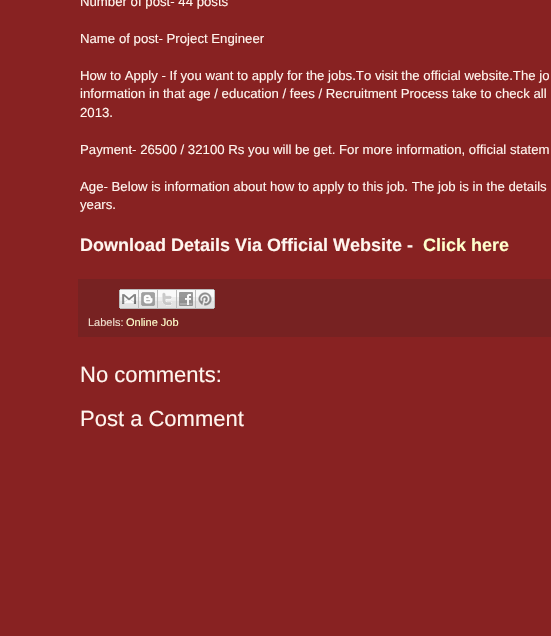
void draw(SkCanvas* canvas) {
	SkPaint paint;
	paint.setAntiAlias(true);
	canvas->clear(0xff882222);
	SkFont f1(fontMgr->matchFamilyStyle("Liberation Sans", SkFontStyle::Normal()), 13.2);
	f1.setSubpixel(true);
	paint.setColor(0xfffff5ee);
	canvas->drawString("Number of post- 44 posts", 80, 6, f1, paint);
	canvas->drawString("Name of post- Project Engineer", 80, 43, f1, paint);
	canvas->drawString("How to Apply - If you want to apply for the jobs.To visit the official website.The jo", 80, 80, f1, paint);
	canvas->drawString("information in that age / education / fees / Recruitment Process take to check all", 80, 98, f1, paint);
	canvas->drawString("2013.", 80, 117, f1, paint);
	canvas->drawString("Payment- 26500 / 32100 Rs you will be get. For more information, official statem", 80, 154, f1, paint);
	canvas->drawString("Age- Below is information about how to apply to this job. The job is in the details", 80, 191, f1, paint);
	canvas->drawString("years.", 80, 209, f1, paint);
	SkFont f2(fontMgr->matchFamilyStyle("Liberation Sans", SkFontStyle::Bold()), 18);
	f2.setSubpixel(true);
	canvas->drawString("Download Details Via Official Website -", 80, 251, f2, paint);
	paint.setColor(0xffffffcc);
	canvas->drawString("Click here", 423, 251, f2, paint);
	paint.setColor(0xff772222);
	canvas->drawRect(SkRect::MakeXYWH(78, 279, 473, 58), paint);
	canvas->drawImageRect(SkImages::DeferredFromEncodedData(SkData::MakeFromFileName("img1.png")), SkRect::MakeXYWH(119, 289, 20, 20), SkSamplingOptions());
	canvas->drawImageRect(SkImages::DeferredFromEncodedData(SkData::MakeFromFileName("img2.png")), SkRect::MakeXYWH(139, 289, 19, 20), SkSamplingOptions());
	canvas->drawImageRect(SkImages::DeferredFromEncodedData(SkData::MakeFromFileName("img3.png")), SkRect::MakeXYWH(158, 289, 19, 20), SkSamplingOptions());
	canvas->drawImageRect(SkImages::DeferredFromEncodedData(SkData::MakeFromFileName("img4.png")), SkRect::MakeXYWH(177, 289, 19, 20), SkSamplingOptions());
	canvas->drawImageRect(SkImages::DeferredFromEncodedData(SkData::MakeFromFileName("img5.png")), SkRect::MakeXYWH(196, 289, 19, 20), SkSamplingOptions());
	SkFont f3(fontMgr->matchFamilyStyle("Liberation Sans", SkFontStyle::Normal()), 11);
	f3.setSubpixel(true);
	paint.setColor(0xffeeddcc);
	canvas->drawString("Labels:", 88, 326, f3, paint);
	paint.setColor(0xffffffcc);
	canvas->drawString("Online Job", 126, 326, f3, paint);
	SkFont f4(fontMgr->matchFamilyStyle("Liberation Sans", SkFontStyle::Normal()), 22);
	f4.setSubpixel(true);
	paint.setColor(0xfffff5ee);
	canvas->drawString("No comments:", 80, 382, f4, paint);
	canvas->drawString("Post a Comment", 80, 426, f4, paint);
}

━━━━━━━━

EXERCISE GOAL: Put down exactly the lines of the data above that run from its first line through the line bearing "423, 251, f2, paint);", and no pictures.

SOLUTION FOR THIS PROBLEM:
void draw(SkCanvas* canvas) {
	SkPaint paint;
	paint.setAntiAlias(true);
	canvas->clear(0xff882222);
	SkFont f1(fontMgr->matchFamilyStyle("Liberation Sans", SkFontStyle::Normal()), 13.2);
	f1.setSubpixel(true);
	paint.setColor(0xfffff5ee);
	canvas->drawString("Number of post- 44 posts", 80, 6, f1, paint);
	canvas->drawString("Name of post- Project Engineer", 80, 43, f1, paint);
	canvas->drawString("How to Apply - If you want to apply for the jobs.To visit the official website.The jo", 80, 80, f1, paint);
	canvas->drawString("information in that age / education / fees / Recruitment Process take to check all", 80, 98, f1, paint);
	canvas->drawString("2013.", 80, 117, f1, paint);
	canvas->drawString("Payment- 26500 / 32100 Rs you will be get. For more information, official statem", 80, 154, f1, paint);
	canvas->drawString("Age- Below is information about how to apply to this job. The job is in the details", 80, 191, f1, paint);
	canvas->drawString("years.", 80, 209, f1, paint);
	SkFont f2(fontMgr->matchFamilyStyle("Liberation Sans", SkFontStyle::Bold()), 18);
	f2.setSubpixel(true);
	canvas->drawString("Download Details Via Official Website -", 80, 251, f2, paint);
	paint.setColor(0xffffffcc);
	canvas->drawString("Click here", 423, 251, f2, paint);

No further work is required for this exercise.